First, the president of the United States discusses on national television his sexual relationship with a young intern. For a sequel, there's the prospect that the woman, Monica Lewinsky, will come before Congress and the American public via TV to elaborate on their encounters.
An outsider (from Mars, perhaps) wouldn't be blamed for confusing today's news programming with, say, the outrageous shock-talk TV of "Jerry Springer" or even the steamy soap-opera fiction of "Melrose Place."
But these days, even TV-soaked earthlings no longer draw a firm line between "serious news" and the rest of the TV landscape, some media theorists say. The sex-saturated TV environment, they maintain, has permanently lowered the public's threshold of shock - along with its expectations for public behavior.
"We are in a culture that talks so much more frankly and frequently about sex," says Robert Thompson, head of the center for the study of popular TV at Syracuse (N.Y.) University. Talk about sex "by itself it doesn't have the shock value to [push President Clinton] out of office." In an era of ribald TV fare such as talking excrement on Comedy Central's "South Park," the viewing public has become so inured to extreme content that many Americans have lowered their expectations - even for their president.
Mr. Thompson maintains that if the Lewinsky story had hit the airwaves just 15 years ago, the unsavory nature of the disclosures would have been enough to send a president from office.
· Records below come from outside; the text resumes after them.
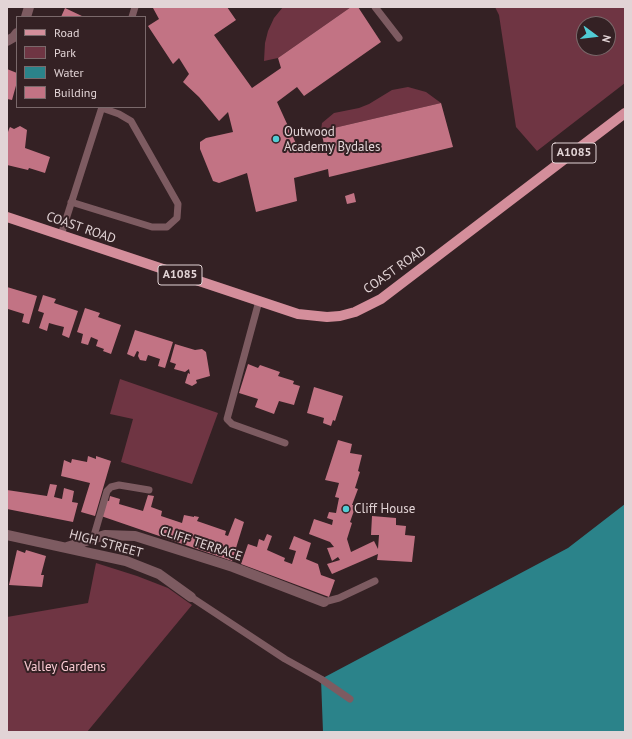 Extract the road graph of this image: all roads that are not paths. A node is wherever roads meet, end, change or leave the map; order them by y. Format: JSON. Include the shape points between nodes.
{"nodes":[{"id":1,"x":375,"y":7,"type":"edge"},
{"id":2,"x":16,"y":34,"type":"edge"},
{"id":3,"x":399,"y":38,"type":"dead end"},
{"id":4,"x":7,"y":41,"type":"edge"},
{"id":5,"x":102,"y":108,"type":"edge"},
{"id":6,"x":104,"y":108,"type":"edge"},
{"id":7,"x":625,"y":114,"type":"edge"},
{"id":8,"x":71,"y":202,"type":"junction"},
{"id":9,"x":7,"y":217,"type":"edge"},
{"id":10,"x":61,"y":235,"type":"junction"},
{"id":11,"x":259,"y":301,"type":"junction"},
{"id":12,"x":285,"y":443,"type":"dead end"},
{"id":13,"x":149,"y":490,"type":"dead end"},
{"id":14,"x":7,"y":535,"type":"edge"},
{"id":15,"x":93,"y":539,"type":"junction"},
{"id":16,"x":67,"y":547,"type":"junction"},
{"id":17,"x":375,"y":581,"type":"dead end"},
{"id":18,"x":191,"y":597,"type":"joint"},
{"id":19,"x":324,"y":602,"type":"joint"},
{"id":20,"x":350,"y":699,"type":"dead end"}],
"edges":[{"from":1,"to":3,"type":"lane"},
{"from":2,"to":4,"type":"street"},
{"from":5,"to":8,"type":"lane"},
{"from":6,"to":8,"type":"lane","via":[[131,121],[178,204],[177,218],[167,227],[152,227]]},
{"from":7,"to":11,"type":"main road","name":"COAST ROAD","number":"A1085","via":[[381,298],[355,312],[340,316],[310,316]]},
{"from":8,"to":10,"type":"lane"},
{"from":9,"to":10,"type":"main road","name":"COAST ROAD","number":"A1085"},
{"from":10,"to":11,"type":"main road","name":"COAST ROAD","number":"A1085"},
{"from":11,"to":12,"type":"lane","via":[[227,419],[232,424]]},
{"from":13,"to":15,"type":"lane","via":[[119,485],[111,487],[107,491]]},
{"from":14,"to":16,"type":"street","name":"HIGH STREET"},
{"from":15,"to":16,"type":"street","name":"CLIFF TERRACE"},
{"from":15,"to":19,"type":"street","name":"CLIFF TERRACE","via":[[105,535],[135,536],[233,567]]},
{"from":16,"to":18,"type":"street","name":"HIGH STREET","via":[[126,561],[159,574]]},
{"from":17,"to":19,"type":"lane","via":[[339,598]]},
{"from":18,"to":20,"type":"lane","via":[[285,660],[321,679]]}]}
But for audiences today, sexual content on TV is commonplace, almost obligatory. "Sex sells," says media guru George Gerbner, dean emeritus of the University of Pennsylvania's Annenberg School for Communication. In a reversal from a generation ago, today it is the absence of sexual activity in prime-time programs that strikes critics and the public as unusual. "The viewing public has become jaded to sexuality," agrees Professor Gerbner, because it is the norm for TV.
Less shock value
Precisely because people are no longer shocked by the sexual details, the revelations about Clinton's conduct "lack serious traction," says communications professor Kevin Sargent at Furman University in Greenville, S.C. "They may have initial impact, but it is not lasting," he says.